Entries shown
○ ○ ○
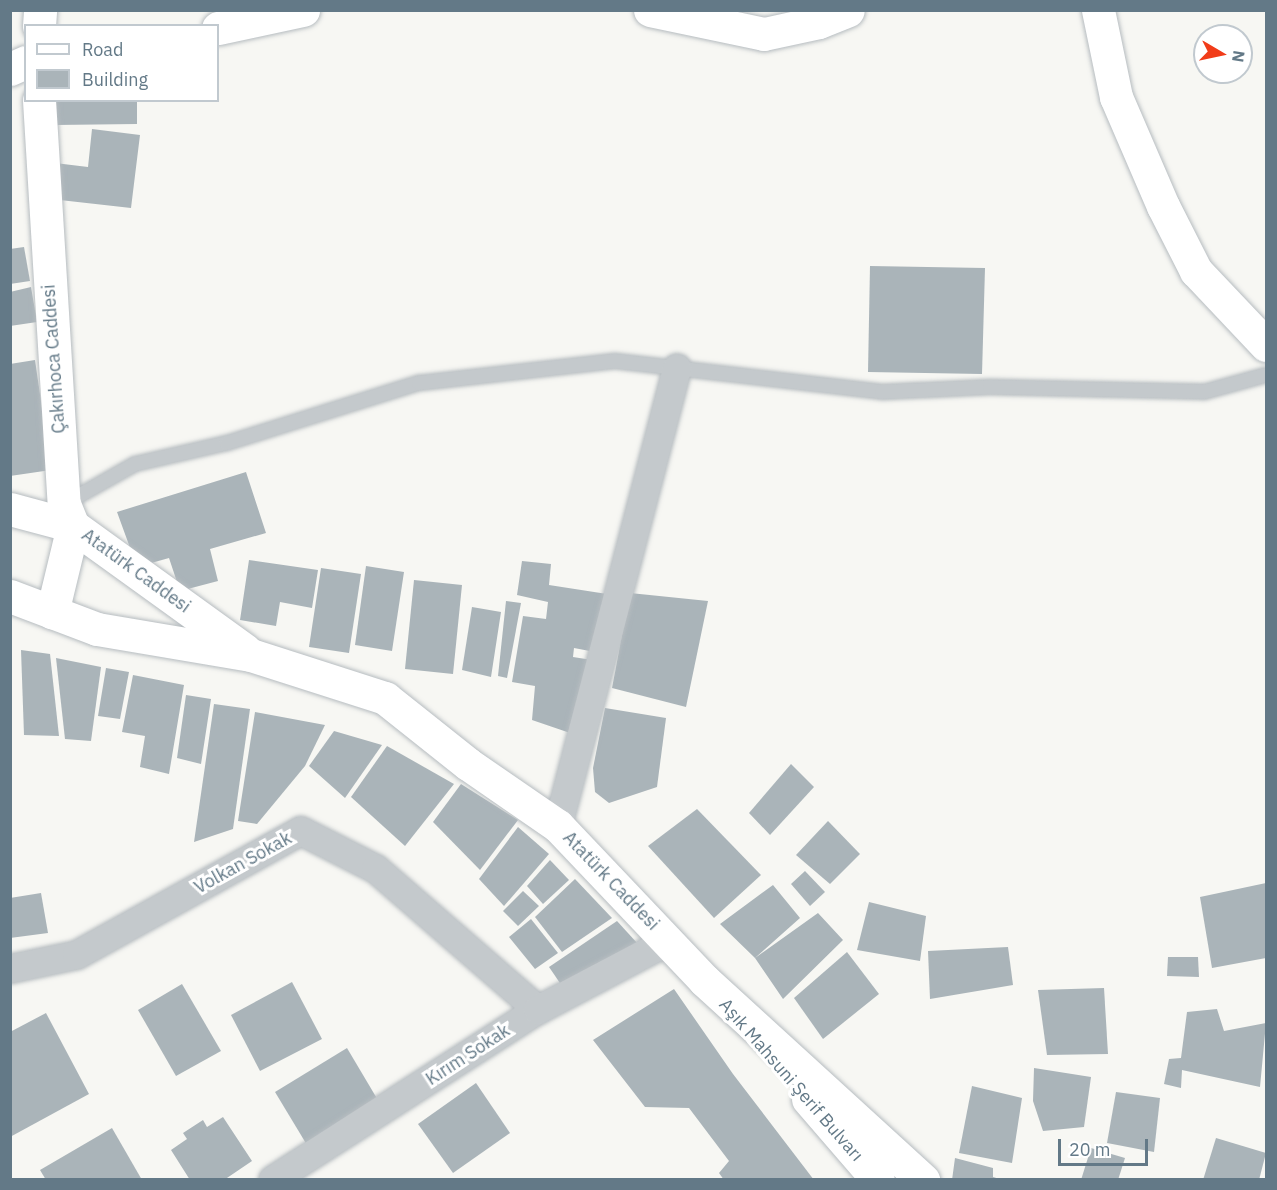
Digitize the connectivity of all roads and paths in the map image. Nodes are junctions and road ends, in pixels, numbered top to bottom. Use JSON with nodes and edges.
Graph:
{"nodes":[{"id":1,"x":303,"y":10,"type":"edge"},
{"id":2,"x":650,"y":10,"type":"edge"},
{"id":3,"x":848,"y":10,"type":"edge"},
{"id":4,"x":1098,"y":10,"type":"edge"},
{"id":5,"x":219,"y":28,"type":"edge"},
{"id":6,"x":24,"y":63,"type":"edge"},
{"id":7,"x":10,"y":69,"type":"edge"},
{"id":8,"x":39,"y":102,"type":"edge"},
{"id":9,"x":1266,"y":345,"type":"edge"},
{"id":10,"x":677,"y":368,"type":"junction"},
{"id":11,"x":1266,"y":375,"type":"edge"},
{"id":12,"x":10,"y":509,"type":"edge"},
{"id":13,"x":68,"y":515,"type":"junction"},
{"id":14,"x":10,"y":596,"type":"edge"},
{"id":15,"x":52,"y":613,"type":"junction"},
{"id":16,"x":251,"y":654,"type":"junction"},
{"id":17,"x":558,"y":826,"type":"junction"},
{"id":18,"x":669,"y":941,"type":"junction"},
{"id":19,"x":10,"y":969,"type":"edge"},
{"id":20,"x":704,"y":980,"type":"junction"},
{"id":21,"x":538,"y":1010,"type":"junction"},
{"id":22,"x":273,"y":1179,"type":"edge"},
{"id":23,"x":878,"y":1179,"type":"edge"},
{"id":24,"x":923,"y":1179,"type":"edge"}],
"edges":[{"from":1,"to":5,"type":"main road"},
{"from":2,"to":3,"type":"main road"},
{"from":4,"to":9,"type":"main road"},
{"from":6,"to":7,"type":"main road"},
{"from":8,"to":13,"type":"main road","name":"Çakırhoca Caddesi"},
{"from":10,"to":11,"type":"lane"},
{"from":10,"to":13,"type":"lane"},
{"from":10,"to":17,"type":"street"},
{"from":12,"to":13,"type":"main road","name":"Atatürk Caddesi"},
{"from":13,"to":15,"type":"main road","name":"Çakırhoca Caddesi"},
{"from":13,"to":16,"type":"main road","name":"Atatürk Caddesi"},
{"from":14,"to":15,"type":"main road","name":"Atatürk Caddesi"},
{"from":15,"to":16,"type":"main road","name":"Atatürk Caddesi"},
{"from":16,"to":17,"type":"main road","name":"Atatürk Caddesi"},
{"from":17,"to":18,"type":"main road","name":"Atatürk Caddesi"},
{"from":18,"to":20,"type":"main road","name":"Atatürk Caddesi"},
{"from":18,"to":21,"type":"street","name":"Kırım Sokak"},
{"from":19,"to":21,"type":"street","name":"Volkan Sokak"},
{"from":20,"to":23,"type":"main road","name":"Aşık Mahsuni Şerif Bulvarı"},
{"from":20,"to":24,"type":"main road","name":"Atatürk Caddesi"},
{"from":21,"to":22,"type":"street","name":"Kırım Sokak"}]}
○ ○ ○
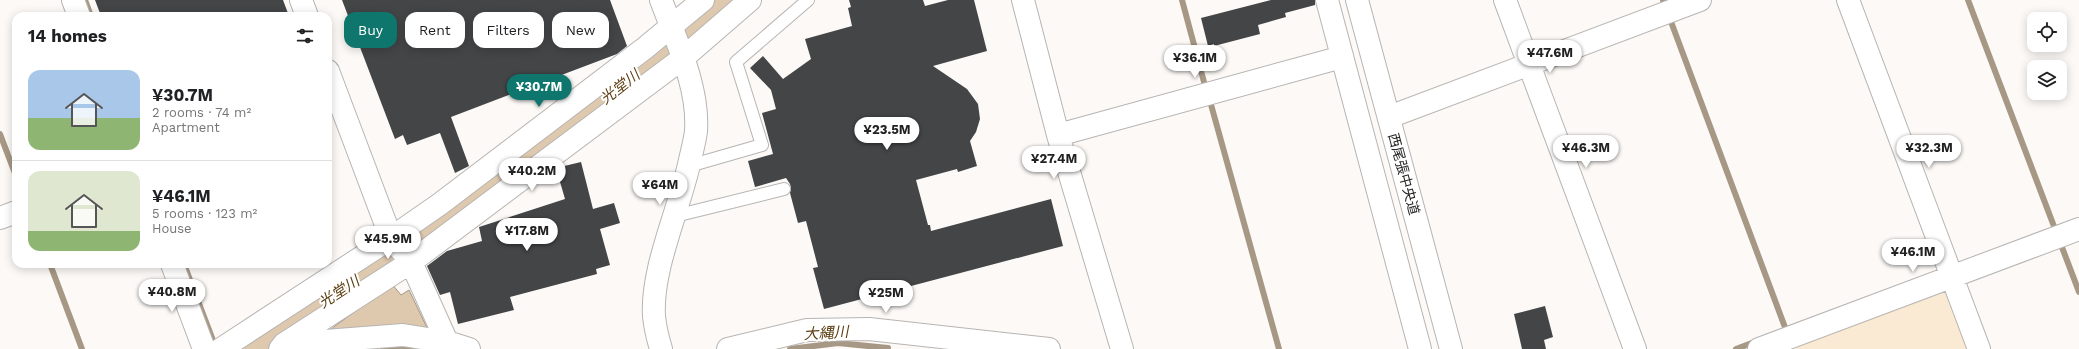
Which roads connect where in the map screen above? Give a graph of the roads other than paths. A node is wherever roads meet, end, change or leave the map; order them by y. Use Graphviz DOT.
○ ○ ○
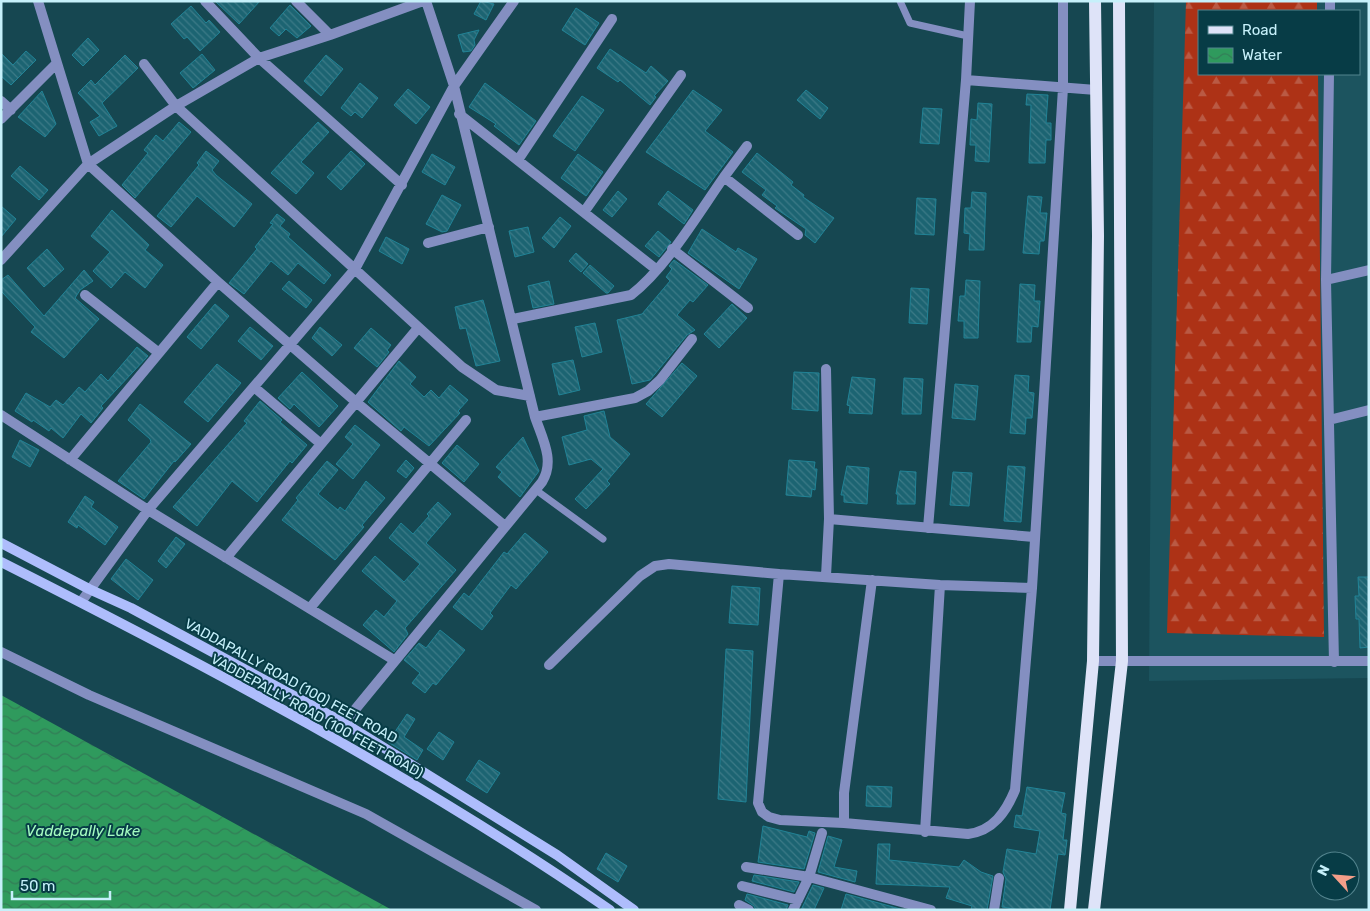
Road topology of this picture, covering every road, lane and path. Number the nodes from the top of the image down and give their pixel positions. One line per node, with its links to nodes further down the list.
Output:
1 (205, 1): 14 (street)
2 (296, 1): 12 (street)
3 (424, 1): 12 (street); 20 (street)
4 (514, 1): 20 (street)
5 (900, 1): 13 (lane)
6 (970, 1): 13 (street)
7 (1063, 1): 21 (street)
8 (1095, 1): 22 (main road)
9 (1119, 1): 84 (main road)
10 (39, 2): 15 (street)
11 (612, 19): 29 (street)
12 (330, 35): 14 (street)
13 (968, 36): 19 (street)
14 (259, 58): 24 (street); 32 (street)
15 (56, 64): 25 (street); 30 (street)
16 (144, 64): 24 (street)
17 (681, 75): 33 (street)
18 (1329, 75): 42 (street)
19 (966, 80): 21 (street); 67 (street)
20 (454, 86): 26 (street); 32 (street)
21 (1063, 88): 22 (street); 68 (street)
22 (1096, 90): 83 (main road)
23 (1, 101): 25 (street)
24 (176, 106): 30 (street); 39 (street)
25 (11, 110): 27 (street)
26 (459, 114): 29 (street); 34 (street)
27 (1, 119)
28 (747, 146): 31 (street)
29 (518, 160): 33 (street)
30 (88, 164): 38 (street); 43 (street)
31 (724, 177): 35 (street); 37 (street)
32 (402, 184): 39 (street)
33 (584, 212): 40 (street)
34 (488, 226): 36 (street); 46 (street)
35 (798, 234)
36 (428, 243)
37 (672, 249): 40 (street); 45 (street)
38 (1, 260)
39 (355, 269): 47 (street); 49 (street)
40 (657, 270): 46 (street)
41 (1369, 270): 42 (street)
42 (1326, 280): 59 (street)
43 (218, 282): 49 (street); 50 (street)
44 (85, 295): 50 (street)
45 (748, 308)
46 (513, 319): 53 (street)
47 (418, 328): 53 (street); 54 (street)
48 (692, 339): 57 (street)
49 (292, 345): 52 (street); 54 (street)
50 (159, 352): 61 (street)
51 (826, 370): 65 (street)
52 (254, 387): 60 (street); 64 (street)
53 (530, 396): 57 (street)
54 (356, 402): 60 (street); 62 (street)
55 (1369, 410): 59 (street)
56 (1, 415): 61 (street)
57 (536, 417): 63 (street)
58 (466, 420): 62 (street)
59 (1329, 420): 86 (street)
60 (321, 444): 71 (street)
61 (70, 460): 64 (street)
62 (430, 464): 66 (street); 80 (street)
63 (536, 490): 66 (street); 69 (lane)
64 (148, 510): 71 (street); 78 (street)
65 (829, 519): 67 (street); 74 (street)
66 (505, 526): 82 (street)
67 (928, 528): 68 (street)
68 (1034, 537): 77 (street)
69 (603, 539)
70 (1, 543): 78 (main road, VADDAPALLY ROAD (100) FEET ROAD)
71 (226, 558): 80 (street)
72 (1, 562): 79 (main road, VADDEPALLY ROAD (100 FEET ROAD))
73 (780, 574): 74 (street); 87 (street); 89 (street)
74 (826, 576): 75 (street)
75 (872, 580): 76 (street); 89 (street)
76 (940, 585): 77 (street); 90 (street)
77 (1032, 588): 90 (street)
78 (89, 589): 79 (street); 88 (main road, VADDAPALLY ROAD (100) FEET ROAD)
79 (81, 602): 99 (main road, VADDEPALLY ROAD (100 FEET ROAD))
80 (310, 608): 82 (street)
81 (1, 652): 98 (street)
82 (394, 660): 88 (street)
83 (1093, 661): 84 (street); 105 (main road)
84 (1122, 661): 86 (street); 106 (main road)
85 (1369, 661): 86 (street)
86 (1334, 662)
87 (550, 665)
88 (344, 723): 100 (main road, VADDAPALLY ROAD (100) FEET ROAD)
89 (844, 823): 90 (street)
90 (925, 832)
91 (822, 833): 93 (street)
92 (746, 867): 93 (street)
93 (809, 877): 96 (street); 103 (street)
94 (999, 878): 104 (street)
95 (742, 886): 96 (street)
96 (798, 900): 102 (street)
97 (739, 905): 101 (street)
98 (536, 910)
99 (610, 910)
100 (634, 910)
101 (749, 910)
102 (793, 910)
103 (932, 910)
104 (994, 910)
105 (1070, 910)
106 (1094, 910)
○ ○ ○
What to work on
Look through the material above and pick out each line holding the word "image".

Solution to this exercise
Digitize the connectivity of all roads and paths in the map image. Nodes are junctions and road ends, in pixels, numbered top to bottom. Use JSON with nodes and edges.
Road topology of this picture, covering every road, lane and path. Number the nodes from the top of the image down and give their pixel positions. One line per node, with its links to nodes further down the list.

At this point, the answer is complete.